Lembro que quando era criança adorava entrar no mar. Mais pra brincar, cair, rir. Não sei nadar, então nunca fui muito ao fundo.

A última vez que entrei, antes dessa, foi no sul. Eu enfrentava uma depressão silenciosa, existente e constante. Só molhei os pés. Nada acima da cintura. Meu primo, que me acompanhava, foi mais adentro. Num mar revolto e bravo. Agressivo. Mais como eu era. Bem parecido comigo. Lembro que sentei numa pedra alta e pedi pra tirarem uma foto. Até hoje, uma das minhas preferidas. Eu parado, olhando pra um mar cinza, num dia obviamente nublado. Frio. Chuvoso. Com as canelas molhadas.

Outra vez, fui com meus avós. A primeira vez deles vendo aquela imensidão. Meu avô andou de um lado ao outro. Parecia que queria ter a certeza que aquilo não tinha fim. Que não tinha uma borda o esperando do outro lado. Que ele conseguiria ver a curvatura da terra, talvez. Nesse dia eu fiquei nas cadeiras, assistindo ele quando me cansava de ler.

Mais velho não voltei pra praia com minha família. Trabalhei bastante. Nunca podia. Ou queria. Ficava em casa.

Depois, parei de gostar da praia. O sol me queimava. Tinha que andar com pouca roupa, coisa que eu odeio. O mar era perigoso. Sentia frio ao sair. Nada me puxava pro mar.

Fui em viagens a trabalho. Todos entrando no mar. Rindo. Relaxando. Eu só assistindo. Talvez um medo de alguma bobagem. Ou só falta de coragem.

Dessa vez foi diferente.

Estava com um grande amigo, num lugar paradisíaco. Familiar. Conhecido.

Entrei no mar e fui. Nadei. Nadei. Até onde quase não alcançava o chão. Me lembrei de uma amiga, que me contou uma das suas tristezas e de quando quase encontrou o que desejava se aventurando ao mar aberto. Continuei até onde não podia.

O silêncio me alcançou.

Eu estava completamente sozinho. Quase não via mais pessoas a minha volta. Quase não via a terra firme. Não ouvia nada além das ondas me acertando. Das quebras. Das águas. Azul refletindo o céu.

Me coloquei boiando de costas para ver o céu. Nenhuma onda tentou me afundar. Ao mesmo tempo, enquanto mais ia ao fundo, mais difícil era, o mar me barrou. Veio mais e mais forte. Me fazendo voltar. Eu não queria. Queria ficar ali. Queria ir além. Naqueles minutos, que pareceram dias, eu estava sem nenhum problema e tinha todas as soluções. Estava em paz, como a muito não tinha. Estava bem.

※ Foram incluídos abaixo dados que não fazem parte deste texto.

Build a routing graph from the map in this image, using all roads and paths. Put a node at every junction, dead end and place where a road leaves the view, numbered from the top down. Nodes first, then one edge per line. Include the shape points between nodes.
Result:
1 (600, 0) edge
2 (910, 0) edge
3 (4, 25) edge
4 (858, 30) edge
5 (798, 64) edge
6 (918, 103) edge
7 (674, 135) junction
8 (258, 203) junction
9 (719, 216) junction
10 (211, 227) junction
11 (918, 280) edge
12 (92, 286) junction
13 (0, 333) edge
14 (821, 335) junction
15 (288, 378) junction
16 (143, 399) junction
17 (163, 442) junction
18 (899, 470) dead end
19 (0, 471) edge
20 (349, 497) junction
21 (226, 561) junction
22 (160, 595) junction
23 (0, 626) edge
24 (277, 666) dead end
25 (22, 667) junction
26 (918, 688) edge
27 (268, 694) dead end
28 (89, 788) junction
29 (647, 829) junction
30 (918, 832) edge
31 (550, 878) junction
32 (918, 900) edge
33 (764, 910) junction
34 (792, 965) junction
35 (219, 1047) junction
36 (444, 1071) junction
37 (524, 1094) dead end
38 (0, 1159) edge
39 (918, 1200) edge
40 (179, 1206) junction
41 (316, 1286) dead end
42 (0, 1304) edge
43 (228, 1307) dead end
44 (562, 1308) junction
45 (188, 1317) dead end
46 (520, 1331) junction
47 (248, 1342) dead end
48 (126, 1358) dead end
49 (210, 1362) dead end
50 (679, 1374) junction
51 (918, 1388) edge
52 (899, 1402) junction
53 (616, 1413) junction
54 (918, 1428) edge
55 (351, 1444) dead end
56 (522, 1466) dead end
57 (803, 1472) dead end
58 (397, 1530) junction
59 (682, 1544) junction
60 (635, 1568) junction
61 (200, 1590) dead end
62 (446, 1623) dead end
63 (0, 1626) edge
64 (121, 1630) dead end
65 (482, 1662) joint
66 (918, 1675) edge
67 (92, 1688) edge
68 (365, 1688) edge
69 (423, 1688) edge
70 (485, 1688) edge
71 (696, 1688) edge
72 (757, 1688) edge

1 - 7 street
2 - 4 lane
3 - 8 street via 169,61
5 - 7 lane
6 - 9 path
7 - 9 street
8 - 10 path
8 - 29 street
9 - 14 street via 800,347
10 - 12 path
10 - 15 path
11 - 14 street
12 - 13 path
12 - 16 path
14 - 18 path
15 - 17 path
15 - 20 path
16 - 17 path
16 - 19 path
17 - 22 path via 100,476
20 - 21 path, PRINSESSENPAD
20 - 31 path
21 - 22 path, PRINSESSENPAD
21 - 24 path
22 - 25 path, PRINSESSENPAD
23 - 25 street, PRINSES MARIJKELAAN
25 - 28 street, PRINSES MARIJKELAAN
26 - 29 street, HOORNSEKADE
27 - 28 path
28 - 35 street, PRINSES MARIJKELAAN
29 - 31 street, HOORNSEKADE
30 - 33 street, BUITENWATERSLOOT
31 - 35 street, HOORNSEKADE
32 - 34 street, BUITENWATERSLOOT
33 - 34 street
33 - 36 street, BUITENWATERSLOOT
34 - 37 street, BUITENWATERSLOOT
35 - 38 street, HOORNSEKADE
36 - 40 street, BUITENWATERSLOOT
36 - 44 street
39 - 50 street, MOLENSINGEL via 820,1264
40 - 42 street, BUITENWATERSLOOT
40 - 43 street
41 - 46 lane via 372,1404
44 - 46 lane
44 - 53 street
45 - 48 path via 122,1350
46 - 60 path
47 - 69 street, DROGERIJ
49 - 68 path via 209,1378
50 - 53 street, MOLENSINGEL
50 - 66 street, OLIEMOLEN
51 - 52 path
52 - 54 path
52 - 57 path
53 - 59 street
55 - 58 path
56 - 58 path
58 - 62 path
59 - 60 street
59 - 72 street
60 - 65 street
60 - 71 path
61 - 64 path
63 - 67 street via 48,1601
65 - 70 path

O mar me fez perceber que eu precisei merecê-lo.

Por merecer não digo a água salgada e a areia por vezes incômoda. Sim a paz que ele traz.

Apenas voltei quando ouvi meu nome sendo chamado por uma voz que eu conhecia. “Vem ficar comigo”.

Ali não era mais o mar me chamando para estar junto a ele. Era a realidade gritando que, para merecê-lo novamente, tenho que domar o que realmente importa. Eu mesmo.

Aos gritos do meu nome, o mar também entendeu. Quase me expulsou ao me empurrar. Me ajudou a nadar de volta, não sem antes me dar outro presente. A certeza que no mar, agora, tenho um novo lugar de paz.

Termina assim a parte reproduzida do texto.